- _TASK DIRECTIONS_:
Look below for the line with "Which roads connect", then give it again exactly, along with every line that comes after it, the final line included.

*** EXCERPTED RECORDS Section Begins ***

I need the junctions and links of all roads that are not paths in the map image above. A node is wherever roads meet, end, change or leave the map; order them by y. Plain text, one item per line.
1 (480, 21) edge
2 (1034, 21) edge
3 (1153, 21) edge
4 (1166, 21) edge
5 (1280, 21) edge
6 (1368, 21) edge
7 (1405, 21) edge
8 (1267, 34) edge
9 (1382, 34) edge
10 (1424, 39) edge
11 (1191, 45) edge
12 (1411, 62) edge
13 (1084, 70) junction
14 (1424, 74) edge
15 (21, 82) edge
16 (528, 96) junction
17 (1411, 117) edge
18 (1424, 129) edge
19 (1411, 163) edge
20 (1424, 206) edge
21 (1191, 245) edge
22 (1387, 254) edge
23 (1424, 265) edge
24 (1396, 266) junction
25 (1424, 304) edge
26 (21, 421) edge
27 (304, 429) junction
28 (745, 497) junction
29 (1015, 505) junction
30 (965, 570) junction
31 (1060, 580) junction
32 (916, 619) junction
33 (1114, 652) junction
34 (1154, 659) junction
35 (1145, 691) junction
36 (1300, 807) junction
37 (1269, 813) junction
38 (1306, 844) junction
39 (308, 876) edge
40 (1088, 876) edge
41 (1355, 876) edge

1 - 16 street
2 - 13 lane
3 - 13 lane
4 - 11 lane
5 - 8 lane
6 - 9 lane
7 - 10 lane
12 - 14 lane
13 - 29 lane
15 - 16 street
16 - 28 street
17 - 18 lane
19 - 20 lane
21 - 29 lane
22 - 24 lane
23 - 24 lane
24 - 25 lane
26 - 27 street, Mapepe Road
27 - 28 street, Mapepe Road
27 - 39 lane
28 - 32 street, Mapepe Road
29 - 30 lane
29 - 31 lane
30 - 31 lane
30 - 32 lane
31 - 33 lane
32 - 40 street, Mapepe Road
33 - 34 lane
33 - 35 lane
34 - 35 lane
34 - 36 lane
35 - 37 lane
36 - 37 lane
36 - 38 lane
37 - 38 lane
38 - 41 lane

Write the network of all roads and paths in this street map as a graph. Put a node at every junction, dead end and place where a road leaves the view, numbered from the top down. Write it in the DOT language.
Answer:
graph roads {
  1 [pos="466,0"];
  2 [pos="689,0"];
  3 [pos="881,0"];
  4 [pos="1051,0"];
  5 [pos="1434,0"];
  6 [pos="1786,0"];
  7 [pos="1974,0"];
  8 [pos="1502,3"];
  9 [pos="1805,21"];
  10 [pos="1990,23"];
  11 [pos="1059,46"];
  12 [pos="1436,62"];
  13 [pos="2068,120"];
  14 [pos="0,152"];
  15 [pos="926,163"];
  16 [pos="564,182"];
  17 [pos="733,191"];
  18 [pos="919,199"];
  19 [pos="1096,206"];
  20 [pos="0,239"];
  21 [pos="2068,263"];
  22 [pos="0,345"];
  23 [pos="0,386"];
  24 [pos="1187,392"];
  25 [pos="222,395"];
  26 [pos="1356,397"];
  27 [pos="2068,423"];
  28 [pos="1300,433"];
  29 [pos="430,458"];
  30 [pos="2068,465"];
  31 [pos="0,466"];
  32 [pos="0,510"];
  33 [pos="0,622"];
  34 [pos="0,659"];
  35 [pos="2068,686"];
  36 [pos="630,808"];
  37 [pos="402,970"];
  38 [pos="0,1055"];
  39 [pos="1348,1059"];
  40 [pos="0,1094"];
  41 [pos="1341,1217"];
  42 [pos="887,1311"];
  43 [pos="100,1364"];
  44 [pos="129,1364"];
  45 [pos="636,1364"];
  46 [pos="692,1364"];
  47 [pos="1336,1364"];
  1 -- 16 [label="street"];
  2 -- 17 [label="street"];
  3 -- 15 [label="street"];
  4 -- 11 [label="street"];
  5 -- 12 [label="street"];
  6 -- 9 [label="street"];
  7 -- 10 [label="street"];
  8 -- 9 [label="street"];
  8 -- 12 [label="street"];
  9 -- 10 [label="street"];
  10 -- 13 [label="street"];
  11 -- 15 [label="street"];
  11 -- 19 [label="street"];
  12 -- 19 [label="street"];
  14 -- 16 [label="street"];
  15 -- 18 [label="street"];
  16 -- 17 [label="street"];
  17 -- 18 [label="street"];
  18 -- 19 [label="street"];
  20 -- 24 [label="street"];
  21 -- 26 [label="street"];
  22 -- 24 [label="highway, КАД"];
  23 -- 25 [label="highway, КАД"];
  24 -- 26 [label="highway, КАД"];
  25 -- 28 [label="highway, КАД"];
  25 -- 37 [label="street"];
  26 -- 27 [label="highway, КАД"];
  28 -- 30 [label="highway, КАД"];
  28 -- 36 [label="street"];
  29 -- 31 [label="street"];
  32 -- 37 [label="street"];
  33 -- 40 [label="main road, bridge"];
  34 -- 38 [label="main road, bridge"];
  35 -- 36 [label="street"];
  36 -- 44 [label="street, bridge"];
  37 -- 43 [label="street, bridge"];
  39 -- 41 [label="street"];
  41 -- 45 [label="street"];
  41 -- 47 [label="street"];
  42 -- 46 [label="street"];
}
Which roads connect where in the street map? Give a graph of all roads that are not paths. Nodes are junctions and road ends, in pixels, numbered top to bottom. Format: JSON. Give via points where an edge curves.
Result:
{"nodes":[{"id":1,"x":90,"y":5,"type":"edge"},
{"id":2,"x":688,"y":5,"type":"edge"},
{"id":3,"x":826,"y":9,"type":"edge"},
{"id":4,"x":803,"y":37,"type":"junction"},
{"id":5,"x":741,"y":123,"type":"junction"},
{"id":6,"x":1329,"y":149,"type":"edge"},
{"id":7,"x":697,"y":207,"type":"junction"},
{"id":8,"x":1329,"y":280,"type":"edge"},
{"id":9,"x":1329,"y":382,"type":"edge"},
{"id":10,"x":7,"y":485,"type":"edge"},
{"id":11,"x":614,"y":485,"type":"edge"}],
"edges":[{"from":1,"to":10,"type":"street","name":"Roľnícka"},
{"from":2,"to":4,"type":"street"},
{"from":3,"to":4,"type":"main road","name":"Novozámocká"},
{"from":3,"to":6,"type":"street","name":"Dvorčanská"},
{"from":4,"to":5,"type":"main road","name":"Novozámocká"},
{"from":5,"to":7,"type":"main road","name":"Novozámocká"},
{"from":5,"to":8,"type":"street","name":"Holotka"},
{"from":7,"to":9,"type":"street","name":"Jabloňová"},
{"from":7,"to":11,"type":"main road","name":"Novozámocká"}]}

*** EXCERPTED RECORDS Section Ends ***

- _EXPECTED OUTPUT_:
Which roads connect where in the street map? Give a graph of all roads that are not paths. Nodes are junctions and road ends, in pixels, numbered top to bottom. Format: JSON. Give via points where an edge curves.
Result:
{"nodes":[{"id":1,"x":90,"y":5,"type":"edge"},
{"id":2,"x":688,"y":5,"type":"edge"},
{"id":3,"x":826,"y":9,"type":"edge"},
{"id":4,"x":803,"y":37,"type":"junction"},
{"id":5,"x":741,"y":123,"type":"junction"},
{"id":6,"x":1329,"y":149,"type":"edge"},
{"id":7,"x":697,"y":207,"type":"junction"},
{"id":8,"x":1329,"y":280,"type":"edge"},
{"id":9,"x":1329,"y":382,"type":"edge"},
{"id":10,"x":7,"y":485,"type":"edge"},
{"id":11,"x":614,"y":485,"type":"edge"}],
"edges":[{"from":1,"to":10,"type":"street","name":"Roľnícka"},
{"from":2,"to":4,"type":"street"},
{"from":3,"to":4,"type":"main road","name":"Novozámocká"},
{"from":3,"to":6,"type":"street","name":"Dvorčanská"},
{"from":4,"to":5,"type":"main road","name":"Novozámocká"},
{"from":5,"to":7,"type":"main road","name":"Novozámocká"},
{"from":5,"to":8,"type":"street","name":"Holotka"},
{"from":7,"to":9,"type":"street","name":"Jabloňová"},
{"from":7,"to":11,"type":"main road","name":"Novozámocká"}]}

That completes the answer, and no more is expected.